Exercise requirements | Write the data below out again, with each line matching the original.

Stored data
-- Opening Marker --

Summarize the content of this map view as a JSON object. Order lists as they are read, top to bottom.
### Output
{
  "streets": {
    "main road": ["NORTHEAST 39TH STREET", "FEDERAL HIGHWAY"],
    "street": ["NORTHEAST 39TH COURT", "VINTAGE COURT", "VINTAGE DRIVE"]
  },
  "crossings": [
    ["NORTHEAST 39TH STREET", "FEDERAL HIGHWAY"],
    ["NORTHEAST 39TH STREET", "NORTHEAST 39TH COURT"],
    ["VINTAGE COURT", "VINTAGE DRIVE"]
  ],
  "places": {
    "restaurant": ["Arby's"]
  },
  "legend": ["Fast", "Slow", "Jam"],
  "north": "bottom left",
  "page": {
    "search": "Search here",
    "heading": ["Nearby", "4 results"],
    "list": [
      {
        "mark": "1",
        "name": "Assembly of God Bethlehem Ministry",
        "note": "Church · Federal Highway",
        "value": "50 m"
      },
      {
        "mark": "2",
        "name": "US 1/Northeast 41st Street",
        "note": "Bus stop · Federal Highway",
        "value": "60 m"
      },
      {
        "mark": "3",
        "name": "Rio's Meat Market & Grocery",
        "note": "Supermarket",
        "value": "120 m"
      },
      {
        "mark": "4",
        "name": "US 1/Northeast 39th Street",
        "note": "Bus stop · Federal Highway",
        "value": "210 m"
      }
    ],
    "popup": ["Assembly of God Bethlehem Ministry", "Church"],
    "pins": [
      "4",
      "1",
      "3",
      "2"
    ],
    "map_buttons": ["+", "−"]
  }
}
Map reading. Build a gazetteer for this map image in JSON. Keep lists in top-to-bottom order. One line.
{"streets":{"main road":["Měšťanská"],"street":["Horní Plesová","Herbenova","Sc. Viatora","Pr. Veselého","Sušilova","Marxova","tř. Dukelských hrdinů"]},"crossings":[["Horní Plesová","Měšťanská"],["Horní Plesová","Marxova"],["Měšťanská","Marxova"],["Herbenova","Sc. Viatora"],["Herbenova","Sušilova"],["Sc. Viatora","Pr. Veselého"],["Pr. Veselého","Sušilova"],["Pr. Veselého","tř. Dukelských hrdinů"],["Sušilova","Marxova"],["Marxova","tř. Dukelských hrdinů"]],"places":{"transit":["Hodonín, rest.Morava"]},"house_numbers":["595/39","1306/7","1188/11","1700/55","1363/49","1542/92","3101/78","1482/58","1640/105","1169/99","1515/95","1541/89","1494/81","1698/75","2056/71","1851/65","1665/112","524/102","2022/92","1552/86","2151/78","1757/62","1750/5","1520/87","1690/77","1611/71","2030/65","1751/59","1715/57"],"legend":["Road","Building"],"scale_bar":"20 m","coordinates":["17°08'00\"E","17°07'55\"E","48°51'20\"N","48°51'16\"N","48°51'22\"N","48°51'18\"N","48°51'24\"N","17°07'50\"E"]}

-- Closing Marker --

Task answer |
Summarize the content of this map view as a JSON object. Order lists as they are read, top to bottom.
### Output
{
  "streets": {
    "main road": ["NORTHEAST 39TH STREET", "FEDERAL HIGHWAY"],
    "street": ["NORTHEAST 39TH COURT", "VINTAGE COURT", "VINTAGE DRIVE"]
  },
  "crossings": [
    ["NORTHEAST 39TH STREET", "FEDERAL HIGHWAY"],
    ["NORTHEAST 39TH STREET", "NORTHEAST 39TH COURT"],
    ["VINTAGE COURT", "VINTAGE DRIVE"]
  ],
  "places": {
    "restaurant": ["Arby's"]
  },
  "legend": ["Fast", "Slow", "Jam"],
  "north": "bottom left",
  "page": {
    "search": "Search here",
    "heading": ["Nearby", "4 results"],
    "list": [
      {
        "mark": "1",
        "name": "Assembly of God Bethlehem Ministry",
        "note": "Church · Federal Highway",
        "value": "50 m"
      },
      {
        "mark": "2",
        "name": "US 1/Northeast 41st Street",
        "note": "Bus stop · Federal Highway",
        "value": "60 m"
      },
      {
        "mark": "3",
        "name": "Rio's Meat Market & Grocery",
        "note": "Supermarket",
        "value": "120 m"
      },
      {
        "mark": "4",
        "name": "US 1/Northeast 39th Street",
        "note": "Bus stop · Federal Highway",
        "value": "210 m"
      }
    ],
    "popup": ["Assembly of God Bethlehem Ministry", "Church"],
    "pins": [
      "4",
      "1",
      "3",
      "2"
    ],
    "map_buttons": ["+", "−"]
  }
}
Map reading. Build a gazetteer for this map image in JSON. Keep lists in top-to-bottom order. One line.
{"streets":{"main road":["Měšťanská"],"street":["Horní Plesová","Herbenova","Sc. Viatora","Pr. Veselého","Sušilova","Marxova","tř. Dukelských hrdinů"]},"crossings":[["Horní Plesová","Měšťanská"],["Horní Plesová","Marxova"],["Měšťanská","Marxova"],["Herbenova","Sc. Viatora"],["Herbenova","Sušilova"],["Sc. Viatora","Pr. Veselého"],["Pr. Veselého","Sušilova"],["Pr. Veselého","tř. Dukelských hrdinů"],["Sušilova","Marxova"],["Marxova","tř. Dukelských hrdinů"]],"places":{"transit":["Hodonín, rest.Morava"]},"house_numbers":["595/39","1306/7","1188/11","1700/55","1363/49","1542/92","3101/78","1482/58","1640/105","1169/99","1515/95","1541/89","1494/81","1698/75","2056/71","1851/65","1665/112","524/102","2022/92","1552/86","2151/78","1757/62","1750/5","1520/87","1690/77","1611/71","2030/65","1751/59","1715/57"],"legend":["Road","Building"],"scale_bar":"20 m","coordinates":["17°08'00\"E","17°07'55\"E","48°51'20\"N","48°51'16\"N","48°51'22\"N","48°51'18\"N","48°51'24\"N","17°07'50\"E"]}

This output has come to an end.